*Exercise goal*.
Filter on the word "hidden": copy each matching line from the listing below.

[Start of section]

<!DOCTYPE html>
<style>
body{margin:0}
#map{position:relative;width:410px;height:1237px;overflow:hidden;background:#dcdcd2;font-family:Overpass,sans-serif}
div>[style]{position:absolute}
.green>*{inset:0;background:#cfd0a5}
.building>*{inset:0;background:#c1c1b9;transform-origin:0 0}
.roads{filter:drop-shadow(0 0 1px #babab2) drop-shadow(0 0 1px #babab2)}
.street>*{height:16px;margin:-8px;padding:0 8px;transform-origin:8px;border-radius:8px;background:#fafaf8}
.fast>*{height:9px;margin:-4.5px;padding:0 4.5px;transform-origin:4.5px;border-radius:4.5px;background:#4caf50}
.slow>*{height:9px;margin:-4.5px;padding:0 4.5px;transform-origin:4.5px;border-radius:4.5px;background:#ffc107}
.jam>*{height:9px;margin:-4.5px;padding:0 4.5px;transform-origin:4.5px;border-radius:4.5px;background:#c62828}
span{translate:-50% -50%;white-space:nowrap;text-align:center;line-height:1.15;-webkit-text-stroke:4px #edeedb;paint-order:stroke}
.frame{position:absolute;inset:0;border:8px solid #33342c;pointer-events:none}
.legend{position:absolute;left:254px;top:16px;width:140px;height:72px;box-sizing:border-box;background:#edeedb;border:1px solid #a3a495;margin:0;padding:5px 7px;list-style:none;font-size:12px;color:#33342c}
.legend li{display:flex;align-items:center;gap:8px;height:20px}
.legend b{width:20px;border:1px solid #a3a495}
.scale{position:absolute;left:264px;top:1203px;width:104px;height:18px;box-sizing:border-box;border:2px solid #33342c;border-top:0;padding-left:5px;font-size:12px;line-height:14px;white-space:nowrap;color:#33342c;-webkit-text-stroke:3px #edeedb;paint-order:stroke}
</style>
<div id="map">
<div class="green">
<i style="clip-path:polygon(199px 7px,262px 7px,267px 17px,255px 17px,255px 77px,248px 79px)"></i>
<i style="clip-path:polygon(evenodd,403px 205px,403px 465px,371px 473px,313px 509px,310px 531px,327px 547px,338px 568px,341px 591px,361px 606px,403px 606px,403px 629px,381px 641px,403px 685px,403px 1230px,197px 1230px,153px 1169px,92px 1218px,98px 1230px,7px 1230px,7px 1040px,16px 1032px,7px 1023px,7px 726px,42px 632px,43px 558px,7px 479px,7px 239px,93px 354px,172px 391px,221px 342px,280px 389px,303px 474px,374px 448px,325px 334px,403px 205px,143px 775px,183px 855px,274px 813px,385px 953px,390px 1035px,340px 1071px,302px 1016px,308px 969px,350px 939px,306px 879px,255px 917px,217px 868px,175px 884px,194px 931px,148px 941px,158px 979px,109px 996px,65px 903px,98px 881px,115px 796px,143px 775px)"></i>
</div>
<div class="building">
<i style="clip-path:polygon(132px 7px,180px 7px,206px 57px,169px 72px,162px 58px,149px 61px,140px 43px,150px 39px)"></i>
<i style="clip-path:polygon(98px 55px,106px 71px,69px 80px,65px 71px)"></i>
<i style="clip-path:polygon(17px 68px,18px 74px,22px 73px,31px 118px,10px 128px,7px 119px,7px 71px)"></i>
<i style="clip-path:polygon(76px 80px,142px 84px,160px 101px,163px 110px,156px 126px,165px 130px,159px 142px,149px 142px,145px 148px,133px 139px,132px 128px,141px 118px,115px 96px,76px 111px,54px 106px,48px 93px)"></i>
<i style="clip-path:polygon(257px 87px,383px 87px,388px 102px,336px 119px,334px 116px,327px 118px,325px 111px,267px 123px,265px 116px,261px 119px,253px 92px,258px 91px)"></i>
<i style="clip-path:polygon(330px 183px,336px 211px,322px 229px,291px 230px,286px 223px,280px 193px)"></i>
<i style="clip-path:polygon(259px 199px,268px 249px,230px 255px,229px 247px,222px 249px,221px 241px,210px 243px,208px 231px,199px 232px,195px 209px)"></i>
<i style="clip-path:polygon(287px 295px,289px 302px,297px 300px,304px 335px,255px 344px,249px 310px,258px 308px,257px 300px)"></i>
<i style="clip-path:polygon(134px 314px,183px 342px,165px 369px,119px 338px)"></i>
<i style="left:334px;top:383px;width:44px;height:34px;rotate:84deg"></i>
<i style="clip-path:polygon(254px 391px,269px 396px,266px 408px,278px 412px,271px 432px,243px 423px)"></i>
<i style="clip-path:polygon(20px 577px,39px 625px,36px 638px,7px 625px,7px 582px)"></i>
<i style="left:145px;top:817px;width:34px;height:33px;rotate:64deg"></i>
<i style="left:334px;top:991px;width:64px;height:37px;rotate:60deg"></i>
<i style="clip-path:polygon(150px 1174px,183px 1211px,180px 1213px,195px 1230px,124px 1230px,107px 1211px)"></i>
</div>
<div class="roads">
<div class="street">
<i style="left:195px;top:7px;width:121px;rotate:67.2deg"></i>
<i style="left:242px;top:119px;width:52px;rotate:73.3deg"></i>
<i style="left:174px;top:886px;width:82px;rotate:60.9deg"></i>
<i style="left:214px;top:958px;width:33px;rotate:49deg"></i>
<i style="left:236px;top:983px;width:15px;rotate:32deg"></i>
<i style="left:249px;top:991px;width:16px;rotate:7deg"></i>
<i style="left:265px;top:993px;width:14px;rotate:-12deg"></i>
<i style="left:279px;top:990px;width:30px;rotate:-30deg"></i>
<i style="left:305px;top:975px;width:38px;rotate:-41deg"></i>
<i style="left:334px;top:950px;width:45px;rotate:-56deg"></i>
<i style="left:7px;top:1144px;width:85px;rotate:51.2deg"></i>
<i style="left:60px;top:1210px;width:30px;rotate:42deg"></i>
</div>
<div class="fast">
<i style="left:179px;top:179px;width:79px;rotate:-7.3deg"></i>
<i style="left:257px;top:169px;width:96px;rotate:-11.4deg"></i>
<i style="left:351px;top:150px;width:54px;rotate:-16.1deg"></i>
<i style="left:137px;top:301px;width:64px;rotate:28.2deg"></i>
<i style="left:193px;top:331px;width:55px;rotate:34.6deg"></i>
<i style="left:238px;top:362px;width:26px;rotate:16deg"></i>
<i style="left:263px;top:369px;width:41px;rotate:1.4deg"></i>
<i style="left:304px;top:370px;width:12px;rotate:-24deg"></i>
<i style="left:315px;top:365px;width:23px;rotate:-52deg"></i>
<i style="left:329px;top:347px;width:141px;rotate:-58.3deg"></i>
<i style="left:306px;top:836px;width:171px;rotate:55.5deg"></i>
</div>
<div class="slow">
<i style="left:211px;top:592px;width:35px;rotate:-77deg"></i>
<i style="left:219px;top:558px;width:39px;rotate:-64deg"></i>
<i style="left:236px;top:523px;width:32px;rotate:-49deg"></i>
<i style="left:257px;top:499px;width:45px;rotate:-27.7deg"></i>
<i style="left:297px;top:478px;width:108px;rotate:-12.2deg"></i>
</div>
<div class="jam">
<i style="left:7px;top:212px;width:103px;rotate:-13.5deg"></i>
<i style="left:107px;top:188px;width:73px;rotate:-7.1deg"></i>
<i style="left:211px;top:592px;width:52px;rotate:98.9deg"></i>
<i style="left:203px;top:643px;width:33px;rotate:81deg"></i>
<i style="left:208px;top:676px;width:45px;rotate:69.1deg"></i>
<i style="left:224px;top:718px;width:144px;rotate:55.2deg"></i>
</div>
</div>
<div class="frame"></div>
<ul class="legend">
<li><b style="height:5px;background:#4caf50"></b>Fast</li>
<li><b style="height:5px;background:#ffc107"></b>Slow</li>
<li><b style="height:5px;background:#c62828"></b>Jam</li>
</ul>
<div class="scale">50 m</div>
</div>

[End of section]
[Start of section]

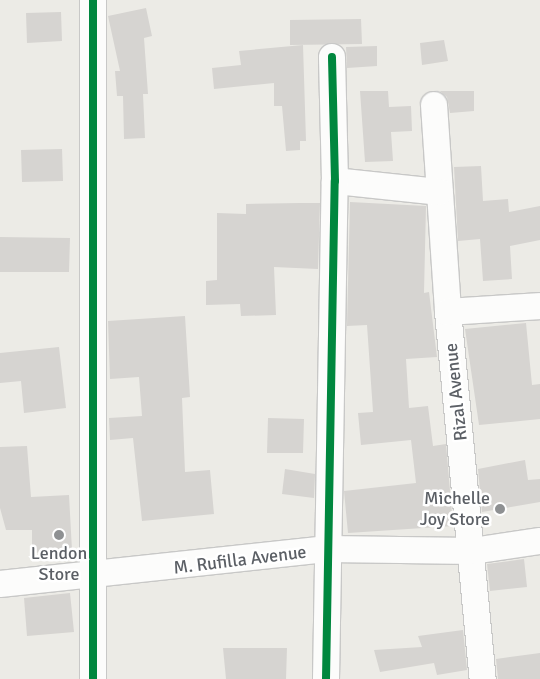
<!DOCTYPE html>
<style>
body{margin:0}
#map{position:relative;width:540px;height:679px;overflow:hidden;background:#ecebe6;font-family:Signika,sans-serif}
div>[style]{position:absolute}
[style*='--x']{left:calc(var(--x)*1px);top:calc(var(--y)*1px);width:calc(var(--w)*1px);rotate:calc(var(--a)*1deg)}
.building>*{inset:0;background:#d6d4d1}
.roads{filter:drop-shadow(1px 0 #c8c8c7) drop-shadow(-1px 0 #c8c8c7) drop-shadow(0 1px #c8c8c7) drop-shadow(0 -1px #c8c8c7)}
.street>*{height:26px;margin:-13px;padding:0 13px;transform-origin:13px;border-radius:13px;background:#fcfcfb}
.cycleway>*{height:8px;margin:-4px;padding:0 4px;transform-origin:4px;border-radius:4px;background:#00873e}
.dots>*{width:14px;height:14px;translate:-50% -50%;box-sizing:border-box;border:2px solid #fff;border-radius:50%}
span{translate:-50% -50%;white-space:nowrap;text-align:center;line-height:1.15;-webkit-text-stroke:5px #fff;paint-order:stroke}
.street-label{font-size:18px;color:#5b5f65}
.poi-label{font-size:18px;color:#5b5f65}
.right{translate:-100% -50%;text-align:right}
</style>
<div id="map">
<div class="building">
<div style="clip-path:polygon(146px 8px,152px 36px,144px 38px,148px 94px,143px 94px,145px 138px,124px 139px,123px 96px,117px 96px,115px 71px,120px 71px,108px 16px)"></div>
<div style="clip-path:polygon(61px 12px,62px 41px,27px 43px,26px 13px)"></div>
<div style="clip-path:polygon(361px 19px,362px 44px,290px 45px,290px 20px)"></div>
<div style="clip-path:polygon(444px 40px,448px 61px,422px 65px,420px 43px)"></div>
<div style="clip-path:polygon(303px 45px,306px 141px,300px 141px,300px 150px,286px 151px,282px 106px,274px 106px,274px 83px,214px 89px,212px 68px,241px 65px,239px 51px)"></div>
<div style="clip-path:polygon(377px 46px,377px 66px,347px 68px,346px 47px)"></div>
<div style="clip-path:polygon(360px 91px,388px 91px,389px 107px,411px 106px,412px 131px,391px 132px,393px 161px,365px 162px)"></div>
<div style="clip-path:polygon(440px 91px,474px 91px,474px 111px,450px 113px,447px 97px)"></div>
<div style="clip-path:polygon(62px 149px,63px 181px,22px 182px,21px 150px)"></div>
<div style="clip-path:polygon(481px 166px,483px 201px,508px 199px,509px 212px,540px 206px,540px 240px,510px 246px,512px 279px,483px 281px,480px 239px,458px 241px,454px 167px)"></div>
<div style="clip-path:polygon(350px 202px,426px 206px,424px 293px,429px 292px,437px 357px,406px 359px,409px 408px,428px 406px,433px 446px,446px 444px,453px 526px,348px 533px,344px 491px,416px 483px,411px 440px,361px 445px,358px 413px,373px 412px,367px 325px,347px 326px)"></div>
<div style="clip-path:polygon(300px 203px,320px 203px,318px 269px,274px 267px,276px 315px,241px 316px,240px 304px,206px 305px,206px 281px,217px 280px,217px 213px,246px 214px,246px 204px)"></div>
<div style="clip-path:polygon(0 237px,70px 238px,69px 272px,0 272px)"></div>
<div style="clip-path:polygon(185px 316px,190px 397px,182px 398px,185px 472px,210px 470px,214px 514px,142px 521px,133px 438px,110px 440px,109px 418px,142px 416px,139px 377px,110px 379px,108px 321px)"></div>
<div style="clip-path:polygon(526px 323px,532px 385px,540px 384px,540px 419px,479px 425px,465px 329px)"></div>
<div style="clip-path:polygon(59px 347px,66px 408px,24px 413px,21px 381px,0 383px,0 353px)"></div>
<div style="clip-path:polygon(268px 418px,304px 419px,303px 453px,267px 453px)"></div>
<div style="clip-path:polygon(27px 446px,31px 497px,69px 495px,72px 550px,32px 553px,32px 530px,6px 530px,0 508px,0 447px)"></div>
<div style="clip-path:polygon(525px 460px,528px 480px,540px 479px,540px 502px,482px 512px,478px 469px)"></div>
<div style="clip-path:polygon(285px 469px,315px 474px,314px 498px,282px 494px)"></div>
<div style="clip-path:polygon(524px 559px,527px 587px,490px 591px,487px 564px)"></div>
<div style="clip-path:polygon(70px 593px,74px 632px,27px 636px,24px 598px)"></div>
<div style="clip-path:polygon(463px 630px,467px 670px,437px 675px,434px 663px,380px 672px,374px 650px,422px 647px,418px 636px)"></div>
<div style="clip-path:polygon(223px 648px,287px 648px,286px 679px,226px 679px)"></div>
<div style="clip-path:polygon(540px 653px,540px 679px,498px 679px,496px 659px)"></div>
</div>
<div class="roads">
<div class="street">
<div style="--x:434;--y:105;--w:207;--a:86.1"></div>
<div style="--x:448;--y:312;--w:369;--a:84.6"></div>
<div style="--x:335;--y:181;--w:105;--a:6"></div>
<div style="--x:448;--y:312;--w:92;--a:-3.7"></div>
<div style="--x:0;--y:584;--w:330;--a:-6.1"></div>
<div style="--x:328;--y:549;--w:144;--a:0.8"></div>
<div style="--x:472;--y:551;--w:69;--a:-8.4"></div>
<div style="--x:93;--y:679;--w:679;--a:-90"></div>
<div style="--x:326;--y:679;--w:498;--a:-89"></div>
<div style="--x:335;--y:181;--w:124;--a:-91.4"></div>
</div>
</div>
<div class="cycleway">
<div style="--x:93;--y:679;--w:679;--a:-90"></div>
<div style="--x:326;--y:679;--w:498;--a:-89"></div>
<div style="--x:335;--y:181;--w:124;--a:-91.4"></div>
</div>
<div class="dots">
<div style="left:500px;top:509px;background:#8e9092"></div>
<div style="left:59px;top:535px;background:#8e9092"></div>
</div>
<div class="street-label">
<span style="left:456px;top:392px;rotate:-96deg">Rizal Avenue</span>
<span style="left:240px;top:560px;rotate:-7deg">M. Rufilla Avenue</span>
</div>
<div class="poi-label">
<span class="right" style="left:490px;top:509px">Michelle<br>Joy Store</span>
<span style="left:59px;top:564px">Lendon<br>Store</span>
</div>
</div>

[End of section]

*Solved exercise*.
#map{position:relative;width:410px;height:1237px;overflow:hidden;background:#dcdcd2;font-family:Overpass,sans-serif}
#map{position:relative;width:540px;height:679px;overflow:hidden;background:#ecebe6;font-family:Signika,sans-serif}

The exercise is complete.